Sixty-two per cent of refugees in Britain have been street homeless within the previous 12 months.
Former Liberal Democrat Minister, Sarah Teather, who is the director of the Jesuit Refugee Service, says the asylum process in Britain is “deeply and profoundly flawed.”
It is pushing people into destitution, she says.
Speaking at the 40th conference of the National Justice and Peace Network (NJPN) in Derbyshire during the weekend, Teather told attendees “deliberate cruelty” has become “a tool of government policy” on refugees.
She said the policy aims to try and “get people to give up their claim for shelter.”
Justice and peace representatives from Britain were joined at the conference by missionary groups including the Columbans, Mill Hill Missionaries and Assumption Sisters.
Exploring the conference theme ‘In the shelter of each other the people live’, Teather and other speakers discussed building a Church and a society with the most vulnerable at its heart.
The 30,000 asylum seekers who apply to come to Britain each year are “a tiny number”, Teather says.
“Very few people actually make it here to claim asylum but those who do make it have a very difficult time.
“Everyone faces the same hermeneutic of suspicion” and things become “really difficult” if the government doesn’t recognise someone as a refugee, she says.
In her opinion, besides deliberate cruelty, a web of policies aims to make life difficult for asylum seekers.

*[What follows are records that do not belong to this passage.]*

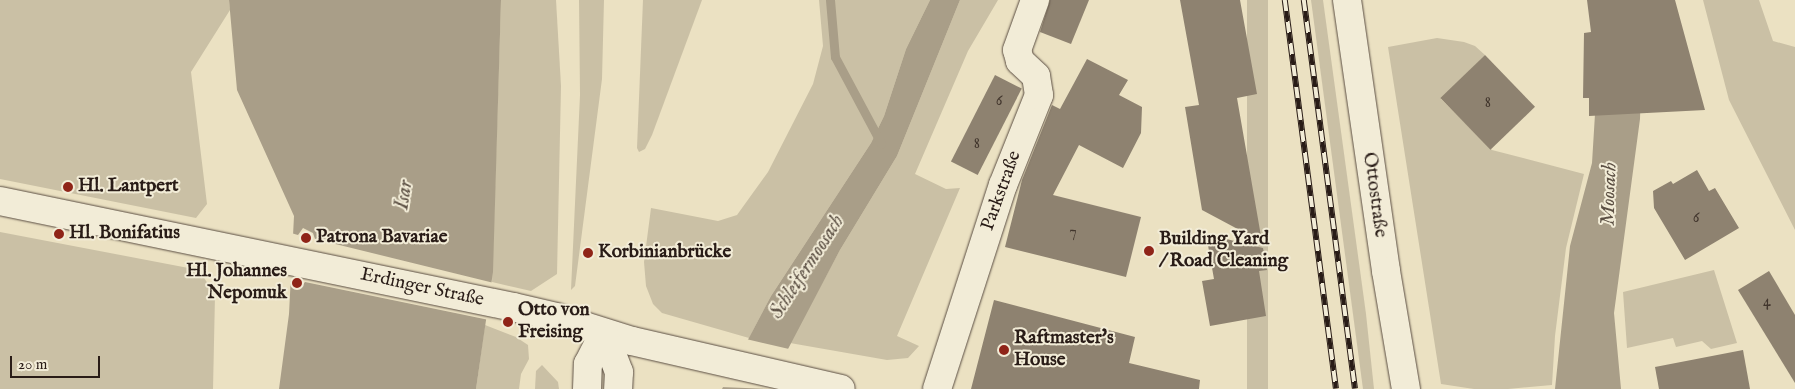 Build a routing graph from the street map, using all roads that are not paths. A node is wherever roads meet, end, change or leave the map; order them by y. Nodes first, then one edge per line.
1 (1035, 0) edge
2 (1347, 0) edge
3 (0, 201) edge
4 (604, 333) junction
5 (587, 389) edge
6 (618, 389) edge
7 (841, 389) edge
8 (937, 389) edge
9 (1406, 389) edge

1 - 8 street, Parkstraße
2 - 9 street, Ottostraße
3 - 4 street, Erdinger Straße
4 - 5 street
4 - 6 street
4 - 7 street, Erdinger Straße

These include enforced destitution, diminished access to legal aid, the criminalisation of work, and forcing people like landlords to report on those who don’t have immigration status.
Recently the Jesuit Refugee Service undertook research into those who attend their day centre. This provided information about the 62 per cent who had been street homeless within the previous 12 months.
Some were street homeless for extended periods. Others were sporadically homeless, moving around from sofa to sofa among their friends.
The research also found 40 per cent of those whose applications for refugee status are turned down initially have those decisions overturned on appeal.
“That gives you some sense of how bad the initial decision-making is,” Teather said.